I was at Buttsy's funeral a few months ago and his granddaughters sang Fire of Fire in the crematorium - it was Buttsy himself who'd chosen it. And I was the only one there who knew why.
That was a great day, by the way, the day Buttsy's memory came back. It was in school. Buttsy sat up suddenly - he was sitting beside me - and he put his hand up for the first time in a year-and-a-half.
- Sir? he said.
- Yes, Brendan? said Mister Taaffe, our teacher.
- Am I called Buttsy?
- Yes, Brendan.
Buttsy pointed at himself. - Am I a boy?
- Yes, Brendan.
Buttsy pointed at me. - Is he a b*****x?
Arkle - that was Mister Taaffe's nickname - let us off our homework, to celebrate the return of Buttsy's personality. Although he made Buttsy write out "Charlie Savage is not a pair of testicles, necessarily" a hundred times.
I approve of electricity but I don't trust it. I'm never happy changing light bulbs. I see the empty socket waiting for the new bulb, and I see Buttsy on his hunkers in front of the wall socket, then Buttsy flying backwards across the kitchen. It might be guilt, it might be cowardice - but even the word 'socket' makes me shiver and I often dream about being chased by a midget dressed as a schoolboy brandishing a 6in nail. I wake up sweating and there's a smell of rashers in the bedroom - always.

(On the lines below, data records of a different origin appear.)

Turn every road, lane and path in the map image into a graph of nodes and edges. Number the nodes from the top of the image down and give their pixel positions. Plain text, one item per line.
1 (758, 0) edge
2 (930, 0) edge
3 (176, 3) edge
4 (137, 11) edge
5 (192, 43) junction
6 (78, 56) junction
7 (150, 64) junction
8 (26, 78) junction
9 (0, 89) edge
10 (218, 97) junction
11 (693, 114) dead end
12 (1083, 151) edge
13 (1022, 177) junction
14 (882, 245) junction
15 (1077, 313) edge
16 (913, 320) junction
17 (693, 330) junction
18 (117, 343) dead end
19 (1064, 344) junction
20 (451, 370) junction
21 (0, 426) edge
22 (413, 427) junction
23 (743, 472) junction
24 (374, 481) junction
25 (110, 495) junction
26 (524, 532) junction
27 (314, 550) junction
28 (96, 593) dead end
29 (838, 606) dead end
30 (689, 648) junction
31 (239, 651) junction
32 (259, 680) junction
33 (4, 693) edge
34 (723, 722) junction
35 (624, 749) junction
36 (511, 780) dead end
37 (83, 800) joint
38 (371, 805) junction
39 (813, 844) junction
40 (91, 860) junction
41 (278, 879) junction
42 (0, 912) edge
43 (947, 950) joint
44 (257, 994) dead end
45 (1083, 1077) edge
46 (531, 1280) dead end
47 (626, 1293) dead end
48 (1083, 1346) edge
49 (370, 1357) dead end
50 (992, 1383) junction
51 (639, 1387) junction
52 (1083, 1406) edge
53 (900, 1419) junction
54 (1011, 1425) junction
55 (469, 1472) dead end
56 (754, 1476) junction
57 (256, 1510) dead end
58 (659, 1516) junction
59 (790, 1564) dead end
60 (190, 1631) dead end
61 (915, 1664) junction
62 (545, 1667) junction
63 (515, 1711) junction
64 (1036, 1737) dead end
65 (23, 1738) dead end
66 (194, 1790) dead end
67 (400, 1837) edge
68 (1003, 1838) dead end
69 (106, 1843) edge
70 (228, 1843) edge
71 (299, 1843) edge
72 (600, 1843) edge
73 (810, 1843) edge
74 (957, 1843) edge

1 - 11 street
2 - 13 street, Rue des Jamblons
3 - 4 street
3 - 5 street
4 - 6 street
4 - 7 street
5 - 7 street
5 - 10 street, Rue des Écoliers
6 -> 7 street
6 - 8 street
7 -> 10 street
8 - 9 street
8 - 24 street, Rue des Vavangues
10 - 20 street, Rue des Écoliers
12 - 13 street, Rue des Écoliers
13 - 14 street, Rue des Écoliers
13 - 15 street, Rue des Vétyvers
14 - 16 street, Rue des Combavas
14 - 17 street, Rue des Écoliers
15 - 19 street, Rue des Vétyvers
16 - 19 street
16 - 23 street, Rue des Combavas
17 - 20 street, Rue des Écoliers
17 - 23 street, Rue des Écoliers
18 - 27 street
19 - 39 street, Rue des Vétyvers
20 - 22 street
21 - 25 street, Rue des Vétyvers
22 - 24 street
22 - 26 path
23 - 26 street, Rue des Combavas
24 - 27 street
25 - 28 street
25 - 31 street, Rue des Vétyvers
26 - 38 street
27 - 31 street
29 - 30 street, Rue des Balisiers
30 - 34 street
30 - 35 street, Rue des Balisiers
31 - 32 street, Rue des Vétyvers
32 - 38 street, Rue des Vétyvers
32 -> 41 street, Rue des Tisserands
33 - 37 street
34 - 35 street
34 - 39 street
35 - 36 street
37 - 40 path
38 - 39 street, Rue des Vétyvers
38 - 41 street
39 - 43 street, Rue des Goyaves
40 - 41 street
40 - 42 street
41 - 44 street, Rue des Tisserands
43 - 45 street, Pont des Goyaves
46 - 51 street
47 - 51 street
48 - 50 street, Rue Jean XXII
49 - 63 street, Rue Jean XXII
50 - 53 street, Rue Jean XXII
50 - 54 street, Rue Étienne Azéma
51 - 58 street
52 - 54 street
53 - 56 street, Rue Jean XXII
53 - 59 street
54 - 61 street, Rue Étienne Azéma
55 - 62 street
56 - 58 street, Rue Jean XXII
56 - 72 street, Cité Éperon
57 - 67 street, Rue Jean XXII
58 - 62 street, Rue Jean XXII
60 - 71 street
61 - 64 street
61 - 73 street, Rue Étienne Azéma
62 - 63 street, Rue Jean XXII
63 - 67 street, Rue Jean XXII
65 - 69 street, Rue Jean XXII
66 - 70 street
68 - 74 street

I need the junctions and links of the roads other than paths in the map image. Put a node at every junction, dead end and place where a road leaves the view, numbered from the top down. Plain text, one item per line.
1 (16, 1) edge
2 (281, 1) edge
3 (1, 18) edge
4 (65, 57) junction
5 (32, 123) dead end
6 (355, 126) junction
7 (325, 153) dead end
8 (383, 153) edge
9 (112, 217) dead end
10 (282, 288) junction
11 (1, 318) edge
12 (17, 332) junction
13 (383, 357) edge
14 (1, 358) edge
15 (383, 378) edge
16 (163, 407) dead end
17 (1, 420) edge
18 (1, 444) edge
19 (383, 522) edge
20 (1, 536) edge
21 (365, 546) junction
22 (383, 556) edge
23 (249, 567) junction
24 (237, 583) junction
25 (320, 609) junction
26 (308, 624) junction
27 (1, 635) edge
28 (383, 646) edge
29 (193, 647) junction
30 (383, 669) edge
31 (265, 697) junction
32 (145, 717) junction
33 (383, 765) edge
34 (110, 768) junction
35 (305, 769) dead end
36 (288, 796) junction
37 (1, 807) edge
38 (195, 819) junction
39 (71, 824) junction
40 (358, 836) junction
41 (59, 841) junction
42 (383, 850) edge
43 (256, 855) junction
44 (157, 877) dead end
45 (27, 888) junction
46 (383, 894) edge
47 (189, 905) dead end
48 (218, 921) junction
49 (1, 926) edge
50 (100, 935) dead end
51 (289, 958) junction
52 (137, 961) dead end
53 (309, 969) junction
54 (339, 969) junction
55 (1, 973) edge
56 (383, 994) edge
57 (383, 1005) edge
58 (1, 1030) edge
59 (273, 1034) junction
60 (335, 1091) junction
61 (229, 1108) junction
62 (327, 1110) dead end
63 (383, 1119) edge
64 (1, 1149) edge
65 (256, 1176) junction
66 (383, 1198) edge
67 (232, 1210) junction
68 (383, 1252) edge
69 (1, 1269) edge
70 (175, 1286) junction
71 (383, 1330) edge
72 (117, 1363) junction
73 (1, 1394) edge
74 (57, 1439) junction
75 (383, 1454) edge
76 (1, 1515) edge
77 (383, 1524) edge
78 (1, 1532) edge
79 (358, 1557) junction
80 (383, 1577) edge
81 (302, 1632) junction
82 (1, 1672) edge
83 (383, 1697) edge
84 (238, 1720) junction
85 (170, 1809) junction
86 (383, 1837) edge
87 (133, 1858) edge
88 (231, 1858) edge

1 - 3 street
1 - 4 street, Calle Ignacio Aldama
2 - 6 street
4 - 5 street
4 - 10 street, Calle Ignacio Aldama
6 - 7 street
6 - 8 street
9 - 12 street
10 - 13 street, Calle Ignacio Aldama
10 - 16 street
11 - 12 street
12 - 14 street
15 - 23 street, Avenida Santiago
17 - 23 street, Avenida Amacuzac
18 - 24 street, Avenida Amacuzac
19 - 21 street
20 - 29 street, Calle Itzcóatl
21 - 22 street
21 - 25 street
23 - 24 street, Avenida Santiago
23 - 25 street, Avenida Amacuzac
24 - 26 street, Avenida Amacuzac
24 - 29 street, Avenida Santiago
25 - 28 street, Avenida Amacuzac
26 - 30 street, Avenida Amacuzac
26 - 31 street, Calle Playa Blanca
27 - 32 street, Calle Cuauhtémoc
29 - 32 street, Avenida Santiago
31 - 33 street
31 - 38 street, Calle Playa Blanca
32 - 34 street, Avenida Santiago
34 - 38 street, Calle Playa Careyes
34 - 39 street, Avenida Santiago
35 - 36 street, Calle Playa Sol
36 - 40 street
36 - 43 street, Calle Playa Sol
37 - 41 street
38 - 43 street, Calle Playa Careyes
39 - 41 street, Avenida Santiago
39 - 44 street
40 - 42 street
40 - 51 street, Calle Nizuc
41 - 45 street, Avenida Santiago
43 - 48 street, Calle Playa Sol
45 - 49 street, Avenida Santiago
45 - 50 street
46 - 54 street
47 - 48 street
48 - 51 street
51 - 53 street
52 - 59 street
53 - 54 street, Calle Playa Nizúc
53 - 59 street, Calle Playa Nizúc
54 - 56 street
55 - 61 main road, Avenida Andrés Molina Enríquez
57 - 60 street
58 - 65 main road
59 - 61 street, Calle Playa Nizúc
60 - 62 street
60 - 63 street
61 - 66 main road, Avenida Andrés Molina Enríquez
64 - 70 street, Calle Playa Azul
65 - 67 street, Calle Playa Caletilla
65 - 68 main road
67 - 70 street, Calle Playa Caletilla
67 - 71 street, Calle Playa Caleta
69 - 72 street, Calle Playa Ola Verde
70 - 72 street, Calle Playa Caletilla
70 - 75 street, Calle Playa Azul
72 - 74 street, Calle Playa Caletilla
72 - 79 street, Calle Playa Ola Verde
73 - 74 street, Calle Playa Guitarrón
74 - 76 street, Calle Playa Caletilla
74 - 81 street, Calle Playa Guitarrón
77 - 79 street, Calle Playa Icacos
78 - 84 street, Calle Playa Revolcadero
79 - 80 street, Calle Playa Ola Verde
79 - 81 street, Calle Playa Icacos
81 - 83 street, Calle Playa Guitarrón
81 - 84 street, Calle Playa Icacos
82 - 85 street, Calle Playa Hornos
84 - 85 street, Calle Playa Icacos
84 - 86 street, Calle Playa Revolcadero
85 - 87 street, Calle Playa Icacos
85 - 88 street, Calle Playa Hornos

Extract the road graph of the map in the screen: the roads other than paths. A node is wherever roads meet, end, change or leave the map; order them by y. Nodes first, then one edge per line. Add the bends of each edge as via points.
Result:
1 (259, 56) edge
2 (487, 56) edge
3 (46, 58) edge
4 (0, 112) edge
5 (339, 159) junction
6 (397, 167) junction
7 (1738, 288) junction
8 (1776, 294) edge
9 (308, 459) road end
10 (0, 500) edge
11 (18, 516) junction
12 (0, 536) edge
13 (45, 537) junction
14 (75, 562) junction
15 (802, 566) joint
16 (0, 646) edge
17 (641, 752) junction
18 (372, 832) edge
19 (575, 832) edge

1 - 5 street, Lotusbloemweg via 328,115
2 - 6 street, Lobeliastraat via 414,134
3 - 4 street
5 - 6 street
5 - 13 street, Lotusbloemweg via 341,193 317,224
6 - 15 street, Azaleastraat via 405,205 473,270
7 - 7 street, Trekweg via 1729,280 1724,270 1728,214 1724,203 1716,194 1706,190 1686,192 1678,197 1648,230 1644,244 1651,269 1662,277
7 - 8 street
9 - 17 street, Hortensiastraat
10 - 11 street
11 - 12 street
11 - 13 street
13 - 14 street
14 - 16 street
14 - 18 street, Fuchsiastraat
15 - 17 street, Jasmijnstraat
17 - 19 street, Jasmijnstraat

Anyway, the bulb goes in the kitchen, so I'm sitting at the open fridge door, holding my book up to the light, when the wife walks in - and she sees me.
- What in the name of God are you doing? she says.
- I'm reading the vegetables a bedtime story, I tell her.
In fairness, I must look a bit sinister there, sitting in the light from the fridge. I can't blame her for screaming.
- There's loads of bulbs in the press, she says. - Why didn't you bloody change it?
- Ah, what's the point? I say. - It'll be summer again in six months.